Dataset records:
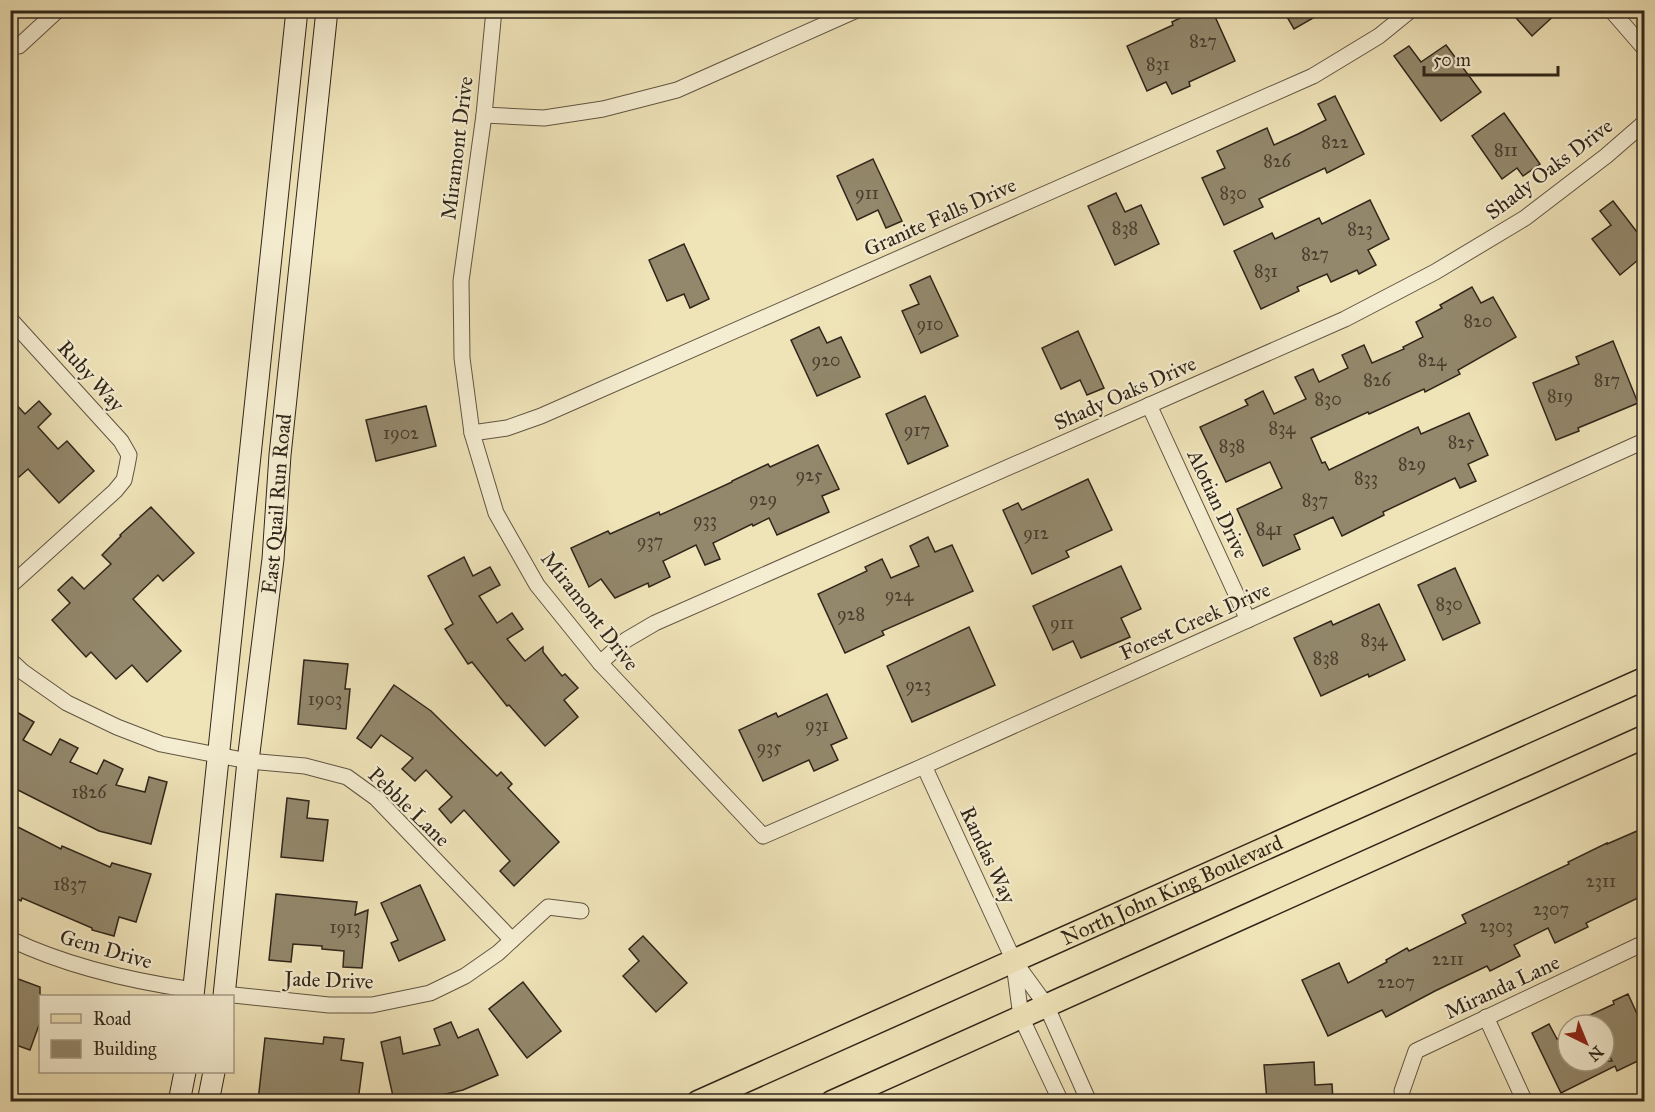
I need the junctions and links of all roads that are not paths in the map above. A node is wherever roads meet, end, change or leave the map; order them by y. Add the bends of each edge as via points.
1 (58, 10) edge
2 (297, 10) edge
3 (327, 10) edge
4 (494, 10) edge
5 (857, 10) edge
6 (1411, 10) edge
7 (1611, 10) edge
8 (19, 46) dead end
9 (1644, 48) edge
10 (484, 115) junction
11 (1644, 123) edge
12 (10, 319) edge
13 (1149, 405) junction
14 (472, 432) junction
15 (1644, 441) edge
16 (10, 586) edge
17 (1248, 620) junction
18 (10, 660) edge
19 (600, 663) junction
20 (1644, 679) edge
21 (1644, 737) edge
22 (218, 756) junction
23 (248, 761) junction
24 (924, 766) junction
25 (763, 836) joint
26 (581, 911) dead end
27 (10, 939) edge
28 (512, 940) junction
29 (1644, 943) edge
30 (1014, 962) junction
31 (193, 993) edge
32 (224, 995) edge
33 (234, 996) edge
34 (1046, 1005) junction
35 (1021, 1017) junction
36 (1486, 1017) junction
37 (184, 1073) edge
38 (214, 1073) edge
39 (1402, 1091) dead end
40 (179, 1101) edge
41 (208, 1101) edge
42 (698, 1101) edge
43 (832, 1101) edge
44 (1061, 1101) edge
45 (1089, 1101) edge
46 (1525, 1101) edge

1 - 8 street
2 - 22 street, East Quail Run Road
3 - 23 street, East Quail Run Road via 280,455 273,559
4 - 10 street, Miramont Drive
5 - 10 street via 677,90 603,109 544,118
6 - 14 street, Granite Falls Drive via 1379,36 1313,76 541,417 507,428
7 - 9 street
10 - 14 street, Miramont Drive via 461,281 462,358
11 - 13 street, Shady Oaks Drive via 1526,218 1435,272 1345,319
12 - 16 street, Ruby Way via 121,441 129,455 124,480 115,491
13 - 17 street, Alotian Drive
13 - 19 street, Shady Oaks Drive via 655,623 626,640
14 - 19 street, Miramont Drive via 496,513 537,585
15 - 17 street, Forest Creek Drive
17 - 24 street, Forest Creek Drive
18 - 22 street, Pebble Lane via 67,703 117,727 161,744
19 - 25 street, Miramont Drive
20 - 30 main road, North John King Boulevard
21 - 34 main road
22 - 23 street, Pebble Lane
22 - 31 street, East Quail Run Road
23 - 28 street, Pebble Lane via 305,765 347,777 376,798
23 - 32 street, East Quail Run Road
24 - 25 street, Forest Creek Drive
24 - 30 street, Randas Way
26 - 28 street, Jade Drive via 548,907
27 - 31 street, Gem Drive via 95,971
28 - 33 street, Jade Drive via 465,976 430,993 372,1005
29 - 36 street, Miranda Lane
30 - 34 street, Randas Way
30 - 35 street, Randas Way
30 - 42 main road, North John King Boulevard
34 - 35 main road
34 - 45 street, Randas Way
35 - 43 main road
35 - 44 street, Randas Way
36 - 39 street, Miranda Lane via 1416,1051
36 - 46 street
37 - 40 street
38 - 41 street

--

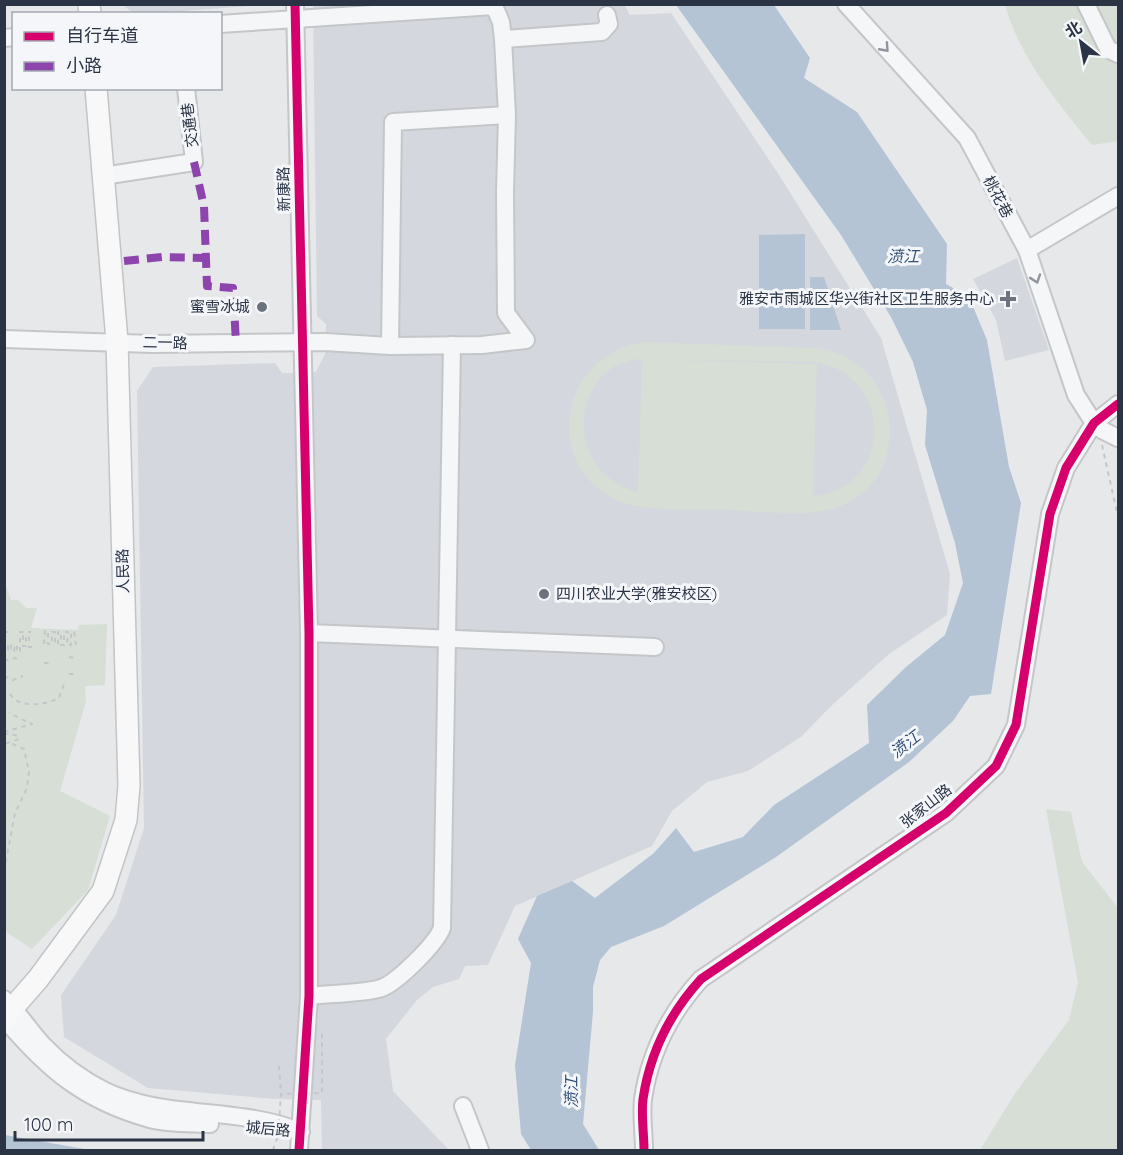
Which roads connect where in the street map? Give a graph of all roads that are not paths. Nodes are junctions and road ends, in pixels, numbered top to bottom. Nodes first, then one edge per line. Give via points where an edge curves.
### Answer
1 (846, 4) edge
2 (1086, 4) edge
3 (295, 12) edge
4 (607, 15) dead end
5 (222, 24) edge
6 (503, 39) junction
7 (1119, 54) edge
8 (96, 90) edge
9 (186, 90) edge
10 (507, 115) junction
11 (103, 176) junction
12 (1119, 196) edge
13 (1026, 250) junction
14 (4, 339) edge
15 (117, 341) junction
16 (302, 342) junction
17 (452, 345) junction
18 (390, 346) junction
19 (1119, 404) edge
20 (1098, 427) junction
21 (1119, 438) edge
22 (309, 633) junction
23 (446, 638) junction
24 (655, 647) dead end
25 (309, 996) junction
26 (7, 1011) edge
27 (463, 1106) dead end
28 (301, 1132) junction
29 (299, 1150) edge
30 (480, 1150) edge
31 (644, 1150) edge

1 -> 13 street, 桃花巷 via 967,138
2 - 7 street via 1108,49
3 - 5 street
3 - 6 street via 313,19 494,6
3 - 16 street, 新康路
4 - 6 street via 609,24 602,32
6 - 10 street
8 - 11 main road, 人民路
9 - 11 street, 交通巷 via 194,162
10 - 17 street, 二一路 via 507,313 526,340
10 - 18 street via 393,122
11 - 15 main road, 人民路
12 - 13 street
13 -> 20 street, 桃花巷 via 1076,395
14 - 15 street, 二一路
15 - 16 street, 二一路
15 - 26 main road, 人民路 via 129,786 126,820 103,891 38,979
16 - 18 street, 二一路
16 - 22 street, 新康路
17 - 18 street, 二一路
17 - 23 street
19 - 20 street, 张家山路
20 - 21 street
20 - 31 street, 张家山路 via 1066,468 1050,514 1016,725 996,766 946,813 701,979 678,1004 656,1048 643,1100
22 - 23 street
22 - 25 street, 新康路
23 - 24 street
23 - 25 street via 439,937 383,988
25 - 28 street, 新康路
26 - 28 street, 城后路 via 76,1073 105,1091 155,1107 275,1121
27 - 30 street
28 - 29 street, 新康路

...

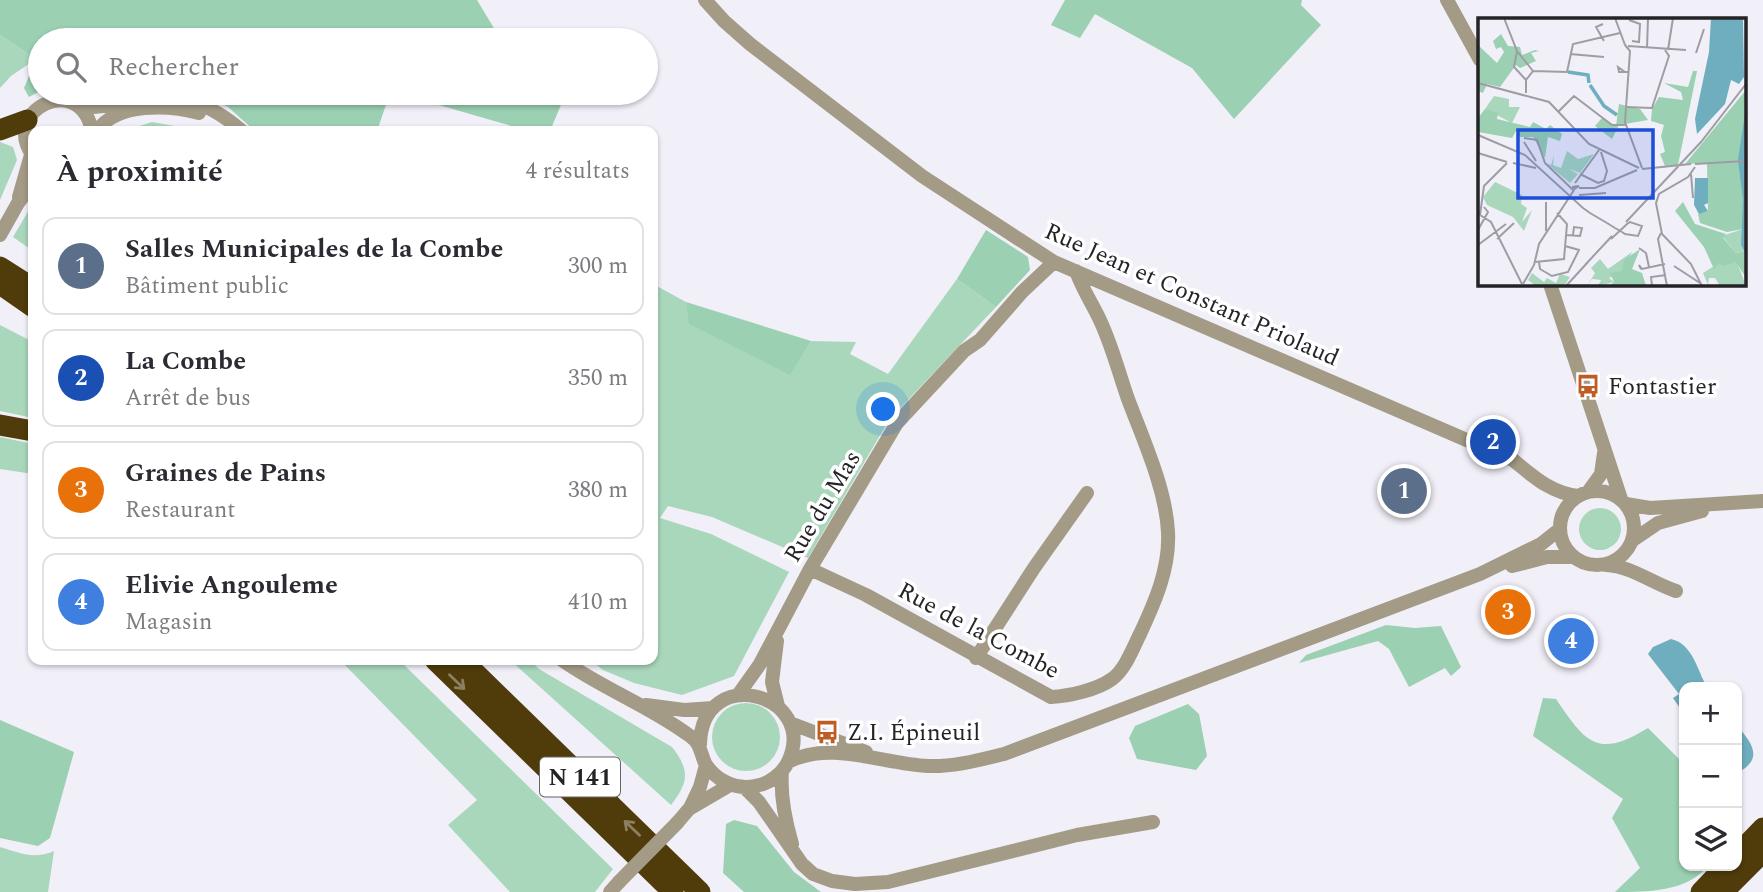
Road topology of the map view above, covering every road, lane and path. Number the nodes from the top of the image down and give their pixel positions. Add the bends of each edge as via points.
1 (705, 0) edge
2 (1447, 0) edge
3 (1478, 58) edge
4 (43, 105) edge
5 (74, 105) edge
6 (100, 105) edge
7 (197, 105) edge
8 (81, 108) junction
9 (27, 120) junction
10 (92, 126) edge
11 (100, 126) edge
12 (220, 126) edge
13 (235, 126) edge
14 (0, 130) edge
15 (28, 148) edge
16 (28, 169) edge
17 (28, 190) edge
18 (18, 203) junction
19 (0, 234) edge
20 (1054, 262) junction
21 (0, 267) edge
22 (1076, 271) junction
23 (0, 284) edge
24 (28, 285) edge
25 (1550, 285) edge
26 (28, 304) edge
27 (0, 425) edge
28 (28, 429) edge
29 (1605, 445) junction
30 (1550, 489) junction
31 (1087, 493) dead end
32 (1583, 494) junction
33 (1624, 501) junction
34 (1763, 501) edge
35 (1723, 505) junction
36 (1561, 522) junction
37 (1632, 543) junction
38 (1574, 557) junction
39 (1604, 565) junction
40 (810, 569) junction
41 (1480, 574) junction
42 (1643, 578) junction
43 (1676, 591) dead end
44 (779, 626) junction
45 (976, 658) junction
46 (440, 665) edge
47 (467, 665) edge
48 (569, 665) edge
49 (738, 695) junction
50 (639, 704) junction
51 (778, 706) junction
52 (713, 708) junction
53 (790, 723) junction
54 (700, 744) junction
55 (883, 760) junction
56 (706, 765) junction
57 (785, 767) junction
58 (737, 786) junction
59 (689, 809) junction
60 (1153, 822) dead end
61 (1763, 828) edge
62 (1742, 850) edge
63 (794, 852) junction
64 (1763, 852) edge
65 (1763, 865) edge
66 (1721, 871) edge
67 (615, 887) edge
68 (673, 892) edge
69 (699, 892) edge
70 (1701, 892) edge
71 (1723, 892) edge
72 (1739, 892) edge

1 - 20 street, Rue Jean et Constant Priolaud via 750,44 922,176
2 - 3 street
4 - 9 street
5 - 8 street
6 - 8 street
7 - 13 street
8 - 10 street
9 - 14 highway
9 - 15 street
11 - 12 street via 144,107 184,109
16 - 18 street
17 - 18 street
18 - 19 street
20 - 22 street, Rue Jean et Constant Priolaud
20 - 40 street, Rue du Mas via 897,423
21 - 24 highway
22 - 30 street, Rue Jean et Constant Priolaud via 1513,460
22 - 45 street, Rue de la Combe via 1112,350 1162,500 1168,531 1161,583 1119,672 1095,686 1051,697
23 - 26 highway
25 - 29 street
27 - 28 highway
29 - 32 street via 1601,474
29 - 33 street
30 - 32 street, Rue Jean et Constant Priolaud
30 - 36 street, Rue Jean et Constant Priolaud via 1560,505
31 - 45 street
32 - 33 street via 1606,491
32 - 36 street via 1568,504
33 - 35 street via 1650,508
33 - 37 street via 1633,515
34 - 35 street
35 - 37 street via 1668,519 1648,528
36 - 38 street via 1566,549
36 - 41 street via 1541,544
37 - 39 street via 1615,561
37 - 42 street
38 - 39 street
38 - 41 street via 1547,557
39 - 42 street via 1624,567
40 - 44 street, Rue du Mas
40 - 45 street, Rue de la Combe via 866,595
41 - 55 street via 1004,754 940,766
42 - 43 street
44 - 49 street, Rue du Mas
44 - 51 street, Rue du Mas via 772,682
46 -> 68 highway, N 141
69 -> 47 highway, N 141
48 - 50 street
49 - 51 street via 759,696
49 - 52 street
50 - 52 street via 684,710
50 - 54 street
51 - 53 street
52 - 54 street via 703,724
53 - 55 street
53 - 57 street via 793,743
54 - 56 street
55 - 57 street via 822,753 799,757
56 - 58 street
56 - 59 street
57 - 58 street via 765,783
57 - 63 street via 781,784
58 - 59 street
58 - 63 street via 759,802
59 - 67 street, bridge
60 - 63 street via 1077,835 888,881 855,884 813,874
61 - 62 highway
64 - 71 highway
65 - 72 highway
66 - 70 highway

WHAT YOU SHOULD DO
Every line above in which the word "highway" occurs is to be copied.

TASK RESPONSE
9 - 14 highway
21 - 24 highway
23 - 26 highway
27 - 28 highway
46 -> 68 highway, N 141
69 -> 47 highway, N 141
61 - 62 highway
64 - 71 highway
65 - 72 highway
66 - 70 highway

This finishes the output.